Multi-Criteria Evaluation Framework for Deep Learning Architectures in Medical Image Segmentation
DOI:
https://doi.org/10.26765/DRJEIT83396604Keywords:
Deep learning architecture selection, medical image segmentation, multi-criteria decision-making, clinical decision supportAbstract
The rapid expansion of deep learning architectures for medical image segmentation presents a major challenge to selecting optimal model to implement in practice. While several traditional evaluation methods have been proposed to solving this selection problem, they cannot use criteria interdependencies and expert judgment to select deep learning architectures for medical image segmentation. This study, therefore, presents a multi-stage multi-criteria decision-making framework to address this knowledge gap.
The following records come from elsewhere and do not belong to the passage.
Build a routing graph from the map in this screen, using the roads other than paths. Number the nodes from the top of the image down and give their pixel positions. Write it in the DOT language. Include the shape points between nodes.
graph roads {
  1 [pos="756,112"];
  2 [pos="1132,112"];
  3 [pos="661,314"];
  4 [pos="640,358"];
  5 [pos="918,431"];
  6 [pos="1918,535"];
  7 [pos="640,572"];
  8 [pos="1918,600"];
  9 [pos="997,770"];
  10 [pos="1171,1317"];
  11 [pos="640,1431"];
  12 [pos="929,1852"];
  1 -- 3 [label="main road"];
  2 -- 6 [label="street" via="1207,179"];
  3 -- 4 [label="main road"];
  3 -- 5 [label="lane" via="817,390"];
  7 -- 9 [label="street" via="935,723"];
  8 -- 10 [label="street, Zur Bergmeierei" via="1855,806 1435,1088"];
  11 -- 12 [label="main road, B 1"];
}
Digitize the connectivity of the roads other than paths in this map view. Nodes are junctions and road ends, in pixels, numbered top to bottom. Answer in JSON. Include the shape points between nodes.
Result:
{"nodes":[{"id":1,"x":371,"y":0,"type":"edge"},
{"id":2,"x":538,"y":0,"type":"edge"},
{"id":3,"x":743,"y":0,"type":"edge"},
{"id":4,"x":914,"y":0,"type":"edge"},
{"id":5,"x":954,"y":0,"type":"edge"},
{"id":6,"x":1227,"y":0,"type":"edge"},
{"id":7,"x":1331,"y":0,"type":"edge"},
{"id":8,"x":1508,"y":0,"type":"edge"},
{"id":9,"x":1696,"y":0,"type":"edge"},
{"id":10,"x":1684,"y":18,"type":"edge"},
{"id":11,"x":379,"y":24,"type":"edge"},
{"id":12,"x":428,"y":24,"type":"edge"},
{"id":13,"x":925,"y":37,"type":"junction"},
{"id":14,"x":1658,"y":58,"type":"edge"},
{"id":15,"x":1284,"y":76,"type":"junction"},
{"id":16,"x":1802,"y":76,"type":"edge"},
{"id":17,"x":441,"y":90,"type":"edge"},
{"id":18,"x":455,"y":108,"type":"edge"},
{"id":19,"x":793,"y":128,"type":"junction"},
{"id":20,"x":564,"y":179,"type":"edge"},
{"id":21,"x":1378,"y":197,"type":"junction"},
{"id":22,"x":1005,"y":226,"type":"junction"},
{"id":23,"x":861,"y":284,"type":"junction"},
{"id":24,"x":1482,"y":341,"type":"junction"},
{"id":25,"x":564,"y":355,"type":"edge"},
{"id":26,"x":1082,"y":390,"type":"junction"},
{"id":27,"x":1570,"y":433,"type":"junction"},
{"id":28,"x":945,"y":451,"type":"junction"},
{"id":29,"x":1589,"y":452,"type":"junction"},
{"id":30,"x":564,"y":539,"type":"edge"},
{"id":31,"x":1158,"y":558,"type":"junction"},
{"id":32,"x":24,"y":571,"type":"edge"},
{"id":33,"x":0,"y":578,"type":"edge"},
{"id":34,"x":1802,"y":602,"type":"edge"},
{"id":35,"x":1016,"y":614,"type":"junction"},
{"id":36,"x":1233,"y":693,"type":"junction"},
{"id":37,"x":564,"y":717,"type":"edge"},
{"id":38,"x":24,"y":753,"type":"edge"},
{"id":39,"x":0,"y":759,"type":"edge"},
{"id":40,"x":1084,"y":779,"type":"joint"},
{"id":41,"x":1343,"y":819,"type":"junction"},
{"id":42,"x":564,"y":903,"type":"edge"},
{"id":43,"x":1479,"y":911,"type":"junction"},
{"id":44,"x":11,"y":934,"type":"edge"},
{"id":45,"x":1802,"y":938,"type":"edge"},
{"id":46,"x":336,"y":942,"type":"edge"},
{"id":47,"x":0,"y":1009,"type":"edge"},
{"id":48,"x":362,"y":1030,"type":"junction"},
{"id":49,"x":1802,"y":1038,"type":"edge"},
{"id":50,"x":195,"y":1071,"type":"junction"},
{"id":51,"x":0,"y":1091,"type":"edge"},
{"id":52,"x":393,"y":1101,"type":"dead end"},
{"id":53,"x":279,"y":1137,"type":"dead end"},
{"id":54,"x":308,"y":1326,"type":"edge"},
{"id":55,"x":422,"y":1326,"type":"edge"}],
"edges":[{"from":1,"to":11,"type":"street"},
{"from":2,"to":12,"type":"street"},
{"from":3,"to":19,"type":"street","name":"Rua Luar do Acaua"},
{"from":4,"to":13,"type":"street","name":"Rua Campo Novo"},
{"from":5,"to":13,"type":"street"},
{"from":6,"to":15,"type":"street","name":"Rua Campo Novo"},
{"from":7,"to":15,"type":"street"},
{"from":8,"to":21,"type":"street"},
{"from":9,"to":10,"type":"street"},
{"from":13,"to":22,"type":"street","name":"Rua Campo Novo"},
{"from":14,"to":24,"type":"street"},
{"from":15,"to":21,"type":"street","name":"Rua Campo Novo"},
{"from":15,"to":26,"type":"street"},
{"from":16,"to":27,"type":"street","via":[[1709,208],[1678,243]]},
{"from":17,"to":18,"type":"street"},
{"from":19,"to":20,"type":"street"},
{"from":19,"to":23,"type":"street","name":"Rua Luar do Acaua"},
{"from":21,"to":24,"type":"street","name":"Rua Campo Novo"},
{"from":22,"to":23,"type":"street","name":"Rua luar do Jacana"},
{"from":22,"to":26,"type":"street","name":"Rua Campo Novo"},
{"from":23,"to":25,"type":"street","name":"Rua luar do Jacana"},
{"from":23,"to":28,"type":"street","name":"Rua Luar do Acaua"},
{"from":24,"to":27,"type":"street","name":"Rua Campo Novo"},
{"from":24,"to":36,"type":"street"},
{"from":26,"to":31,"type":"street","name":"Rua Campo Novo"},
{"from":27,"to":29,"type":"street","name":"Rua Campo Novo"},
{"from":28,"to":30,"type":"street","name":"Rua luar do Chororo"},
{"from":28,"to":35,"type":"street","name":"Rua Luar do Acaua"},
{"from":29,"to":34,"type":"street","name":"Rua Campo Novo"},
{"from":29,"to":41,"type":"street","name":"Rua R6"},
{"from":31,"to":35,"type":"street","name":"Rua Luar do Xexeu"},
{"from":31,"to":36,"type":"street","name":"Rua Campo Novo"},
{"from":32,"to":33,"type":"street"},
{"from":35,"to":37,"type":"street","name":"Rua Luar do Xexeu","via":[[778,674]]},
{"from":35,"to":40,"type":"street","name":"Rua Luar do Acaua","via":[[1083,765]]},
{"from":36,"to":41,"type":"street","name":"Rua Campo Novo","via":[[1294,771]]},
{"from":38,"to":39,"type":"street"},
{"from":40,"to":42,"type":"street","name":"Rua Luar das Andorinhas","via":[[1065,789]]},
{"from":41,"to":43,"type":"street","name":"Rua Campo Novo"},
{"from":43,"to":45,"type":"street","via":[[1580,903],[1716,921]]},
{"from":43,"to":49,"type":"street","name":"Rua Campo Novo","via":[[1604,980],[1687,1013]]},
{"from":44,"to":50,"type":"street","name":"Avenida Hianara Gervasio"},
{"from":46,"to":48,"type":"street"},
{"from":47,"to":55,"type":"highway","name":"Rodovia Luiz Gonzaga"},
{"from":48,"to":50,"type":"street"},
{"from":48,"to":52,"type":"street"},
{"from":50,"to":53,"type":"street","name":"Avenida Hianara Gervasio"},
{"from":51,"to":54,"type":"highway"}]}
The framework contains an improved DEMATEL (Decision Making Trial and Evaluation Laboratory), intuitionistic fuzzy AHP (Analytic Hierarchy Process), and adaptive VIKOR (VIekriterijumsko Optimizacija Kompromisno Resenje). This study evaluated framework performance using six deep learning architectures and thirteen criteria. The DEMATEL-fuzzy AHP results showed sensitivity, specificity, and accuracy the most important criteria for evaluate the deep learning architectures for medical image segmentation. The enhanced VIKOR model identified Swin-Unet and nnU-Net as the optimal compromise and best solution, respectively, for the optimum compromise. Based on sensitivity analysis that was conducted, the VIKOR ranked architecture as UNETR >> nnU-Net >> Attention U-Net >> TransUNet >> Swin-Unet >> classic U-Net. This study’s findings have showed that the proposed framework can be used to support deep learning architectures for medical image segmentation decisions.